I try to remain open-minded about story beats and character moments, but the revelation that she was a high school student when her obsession with the Joker was kindled really skeeves me out, and the sight of her obliterating a man’s face with a dagger because her bootleg Joker-venom failed is just… too much for me. I’m not a big fan of stories that center and lionize the villainous characters, and this one has all of that, plus just a touch of the Joaquin Phoenix movie’s tone to make Punchline even less appetizing than the all-out DC media blitz has. Mirka Andolfo’s art is aggressively fine throughout the issue, giving Punchline and Bluebird elongated bodies and ENORMOUS eyes throughout, but overall holding together okay. The appearance of Batman is really quite good, and the closing sequence with the enormous crowd surrounding the Gotham City courthouse stands out as well. All in all, though, the talking sequences (of which there are many) come across as a bit static, which affects my appreciation of the overall issue.

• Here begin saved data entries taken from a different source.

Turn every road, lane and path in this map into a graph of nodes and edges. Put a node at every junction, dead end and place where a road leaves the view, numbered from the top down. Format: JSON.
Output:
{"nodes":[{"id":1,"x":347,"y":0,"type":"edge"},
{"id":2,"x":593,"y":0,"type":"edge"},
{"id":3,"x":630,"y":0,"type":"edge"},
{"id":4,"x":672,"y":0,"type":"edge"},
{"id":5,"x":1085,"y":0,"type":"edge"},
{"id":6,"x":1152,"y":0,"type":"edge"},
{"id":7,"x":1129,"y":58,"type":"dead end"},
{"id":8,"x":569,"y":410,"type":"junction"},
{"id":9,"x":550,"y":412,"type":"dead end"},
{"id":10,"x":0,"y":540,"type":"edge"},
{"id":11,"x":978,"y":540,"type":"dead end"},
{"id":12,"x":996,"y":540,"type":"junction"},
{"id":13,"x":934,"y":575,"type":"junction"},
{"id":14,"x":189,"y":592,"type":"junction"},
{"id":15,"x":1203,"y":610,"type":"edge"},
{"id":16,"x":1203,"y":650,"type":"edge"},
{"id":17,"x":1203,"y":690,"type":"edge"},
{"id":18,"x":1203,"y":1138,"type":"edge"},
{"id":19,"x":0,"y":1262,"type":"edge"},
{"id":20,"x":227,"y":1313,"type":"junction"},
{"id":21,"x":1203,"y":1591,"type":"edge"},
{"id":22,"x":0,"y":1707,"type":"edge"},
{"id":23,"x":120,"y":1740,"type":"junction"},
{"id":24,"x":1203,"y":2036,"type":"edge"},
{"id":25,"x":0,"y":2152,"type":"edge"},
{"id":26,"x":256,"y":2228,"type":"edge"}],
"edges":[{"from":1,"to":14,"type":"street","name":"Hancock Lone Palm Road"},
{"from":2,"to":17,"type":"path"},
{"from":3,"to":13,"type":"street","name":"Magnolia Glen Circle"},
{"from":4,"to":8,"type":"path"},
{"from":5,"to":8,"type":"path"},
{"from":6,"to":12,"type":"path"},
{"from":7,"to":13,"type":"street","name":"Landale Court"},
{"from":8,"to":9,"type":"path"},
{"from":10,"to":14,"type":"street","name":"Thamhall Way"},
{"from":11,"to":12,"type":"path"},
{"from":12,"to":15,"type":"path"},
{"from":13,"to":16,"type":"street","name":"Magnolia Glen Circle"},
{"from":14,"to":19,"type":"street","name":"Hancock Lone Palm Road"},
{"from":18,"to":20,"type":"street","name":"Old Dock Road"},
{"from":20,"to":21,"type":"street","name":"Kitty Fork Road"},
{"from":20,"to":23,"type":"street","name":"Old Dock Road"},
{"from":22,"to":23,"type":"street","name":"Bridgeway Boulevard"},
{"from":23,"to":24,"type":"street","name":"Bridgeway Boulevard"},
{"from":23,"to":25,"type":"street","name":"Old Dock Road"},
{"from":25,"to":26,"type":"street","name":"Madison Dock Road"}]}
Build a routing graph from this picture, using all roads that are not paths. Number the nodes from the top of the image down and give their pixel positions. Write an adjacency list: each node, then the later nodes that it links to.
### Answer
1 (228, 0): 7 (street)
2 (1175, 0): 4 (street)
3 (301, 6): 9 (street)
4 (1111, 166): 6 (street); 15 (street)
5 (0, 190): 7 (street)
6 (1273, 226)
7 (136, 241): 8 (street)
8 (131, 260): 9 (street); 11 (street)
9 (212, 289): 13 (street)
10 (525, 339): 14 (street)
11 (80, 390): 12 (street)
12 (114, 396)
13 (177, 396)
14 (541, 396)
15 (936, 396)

BOTTOM LINE: BOTH DISTURBING AND GRATUITOUS
In short, Punchline Special #1 is fine, but both the consistency of the art and the brutality of the story are off-putting to me as a reader, enough so to bring things down to a slightly below-average 2 out of 5 stars overall. If you’re heavily invested in Alexis and her character, it might work better for you as a reader, so mileage will absolutely vary here, but the overwhelming feeling that I get after reading this comic is one of fatigue, paired with confusion about what the draw of Punchline is supposed to be.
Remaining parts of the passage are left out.